How England Won The 2017 World Cup
For the first time since 1966, an England team reigned victorious at the most recent under 20’s world cup held in South Korea, holding Venezuela to a 1-0 defeat. For a youth programme, which is often doubted, the victory will go a long way in boosting the morale of the players and giving hope to the future of the senior England team’s success. Understanding who the players are and their experience playing at Premier League level gives a better insight into the potential of the squad moving forward. Reflecting on how the team won the 2017 world cup gives an interesting insight into the journey of a talented team of players and how they were able to succeed at such a prestigious tournament.
6 of the players in the Under 20’s world cup final were also part of the victorious under 17’s European Championship squad. Not only did the team win the World Cup this year, they also came home with the golden boot for Solanke and the golden glove for keeper Woodman.
Previously, England hadn’t invested as much time and money in tournaments like the World Cup as much as countries including Brazil, Argentina, and Spain, who have all gone on to greater success at senior level than the English squads in recent years.

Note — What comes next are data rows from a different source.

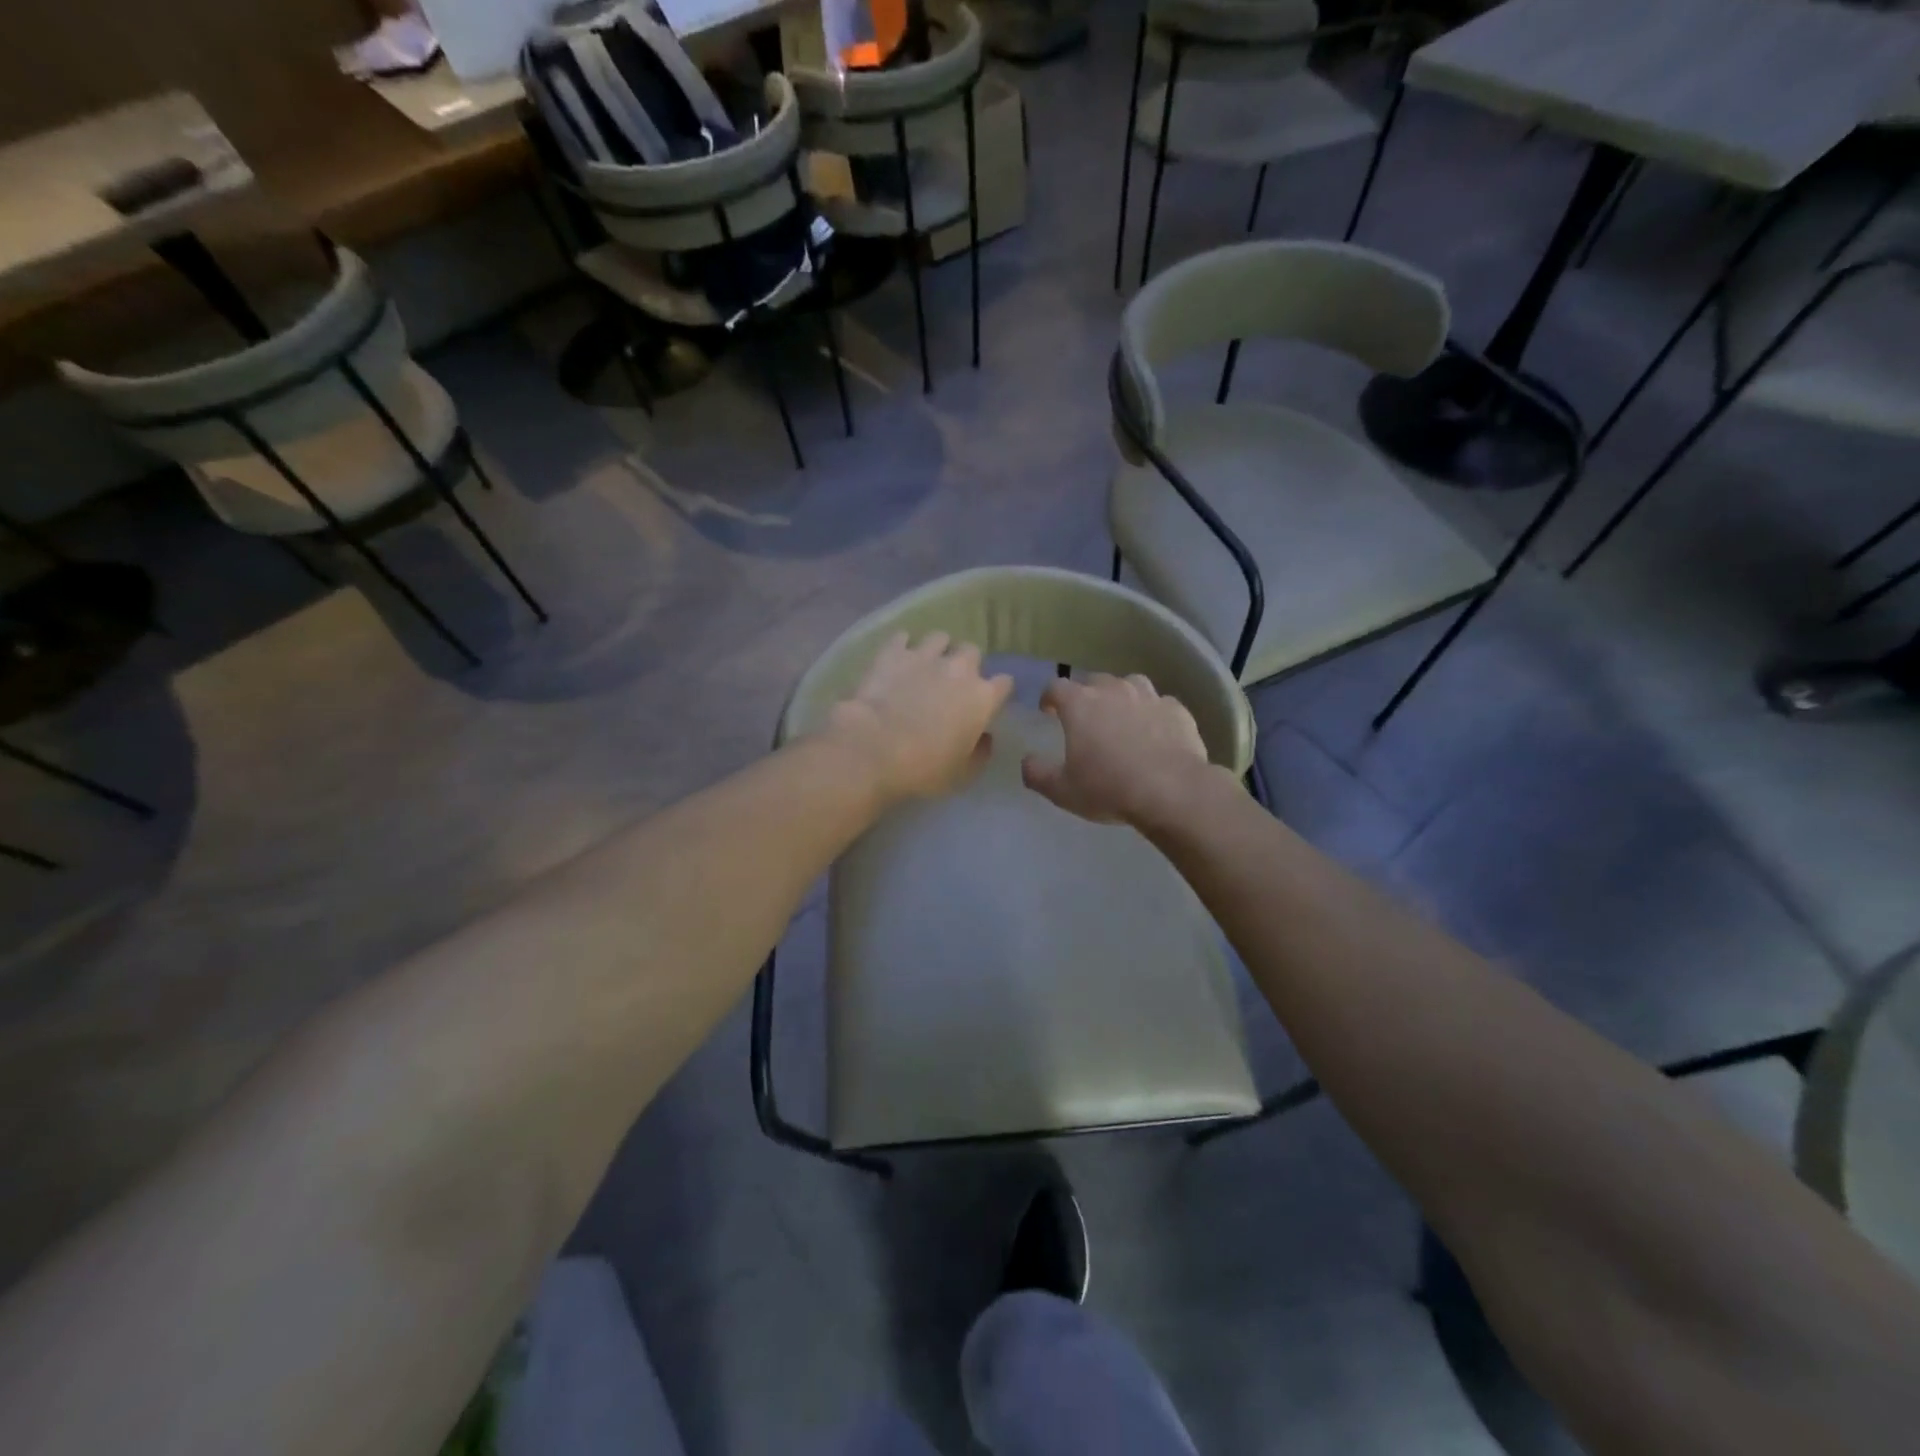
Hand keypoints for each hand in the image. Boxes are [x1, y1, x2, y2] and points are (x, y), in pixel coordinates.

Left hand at [823, 631, 1013, 804]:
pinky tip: (897, 658)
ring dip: (937, 649)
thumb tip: (985, 737)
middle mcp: (959, 669)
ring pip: (940, 637)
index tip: (987, 702)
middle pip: (973, 652)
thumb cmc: (924, 768)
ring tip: (925, 664)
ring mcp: (925, 655)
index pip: (1004, 683)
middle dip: (966, 664)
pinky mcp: (893, 652)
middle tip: (953, 682)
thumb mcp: (962, 773)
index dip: (997, 692)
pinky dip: (902, 646)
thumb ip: (980, 752)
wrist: (874, 748)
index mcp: (982, 697)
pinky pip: (903, 638)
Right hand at [1021, 673, 1215, 826]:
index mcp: (1080, 704)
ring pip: (1130, 684)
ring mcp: (1149, 696)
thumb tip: (1027, 761)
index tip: (1048, 711)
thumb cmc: (1108, 788)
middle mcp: (1113, 690)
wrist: (1171, 790)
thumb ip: (1037, 773)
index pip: (1056, 687)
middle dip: (1086, 695)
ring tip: (1122, 717)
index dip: (1049, 697)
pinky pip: (1160, 704)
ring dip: (1122, 696)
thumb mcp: (1061, 790)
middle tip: (1085, 718)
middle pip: (1094, 681)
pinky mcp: (1177, 710)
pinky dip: (1153, 713)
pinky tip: (1155, 732)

Giving youth players an opportunity to play at such a prestigious event helps the players to understand the talent they will face internationally at senior level and is a key part of their development.

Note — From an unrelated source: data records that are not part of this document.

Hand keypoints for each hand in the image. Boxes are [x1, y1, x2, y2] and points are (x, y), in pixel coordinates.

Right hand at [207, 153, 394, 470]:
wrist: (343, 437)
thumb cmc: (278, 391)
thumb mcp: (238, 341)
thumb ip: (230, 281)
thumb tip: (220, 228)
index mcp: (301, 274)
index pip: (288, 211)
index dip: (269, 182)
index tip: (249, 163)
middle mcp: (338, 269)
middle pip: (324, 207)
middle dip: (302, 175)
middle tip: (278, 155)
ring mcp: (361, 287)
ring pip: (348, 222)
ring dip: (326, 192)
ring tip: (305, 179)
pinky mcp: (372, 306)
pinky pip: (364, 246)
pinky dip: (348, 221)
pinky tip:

The next step on from the World Cup is to see the game time these young players get in the Premier League increase. They will learn best through experience, by playing with senior level players weekly for their club. 16 players out of the 21-man squad played Premier League football last season, totalling 72 hours. But two of the leading players in the 2017 squad – Everton’s Kieran Dowell and Liverpool’s Sheji Ojo – didn’t play a minute of Premier League football, leading to questions why after such an incredible World Cup tournament.
Playing together as a squad at international competitions helps the players bond their experience of and awareness of the players they share the field with. From club games throughout the season to being called up for international duties, the players train and perform at elite level throughout the season, but can only truly work as a team if they’re given the chance to train and play with each other more often.
As England Manager Gareth Southgate stated about the Under 20’s squad: “That group have a very strong mentality. They’ve been through a lot together as a group, and recovered from knocks.” As manager of the senior team, Southgate will no doubt be following the journey of the junior players to evaluate the development of the players as they aim to progress into his squad.
Their ability as individuals and a team to recover from setbacks has enabled them to reign victorious in the most prestigious of tournaments, proving that the bond developed in training and playing is key to putting out a winning performance on the day.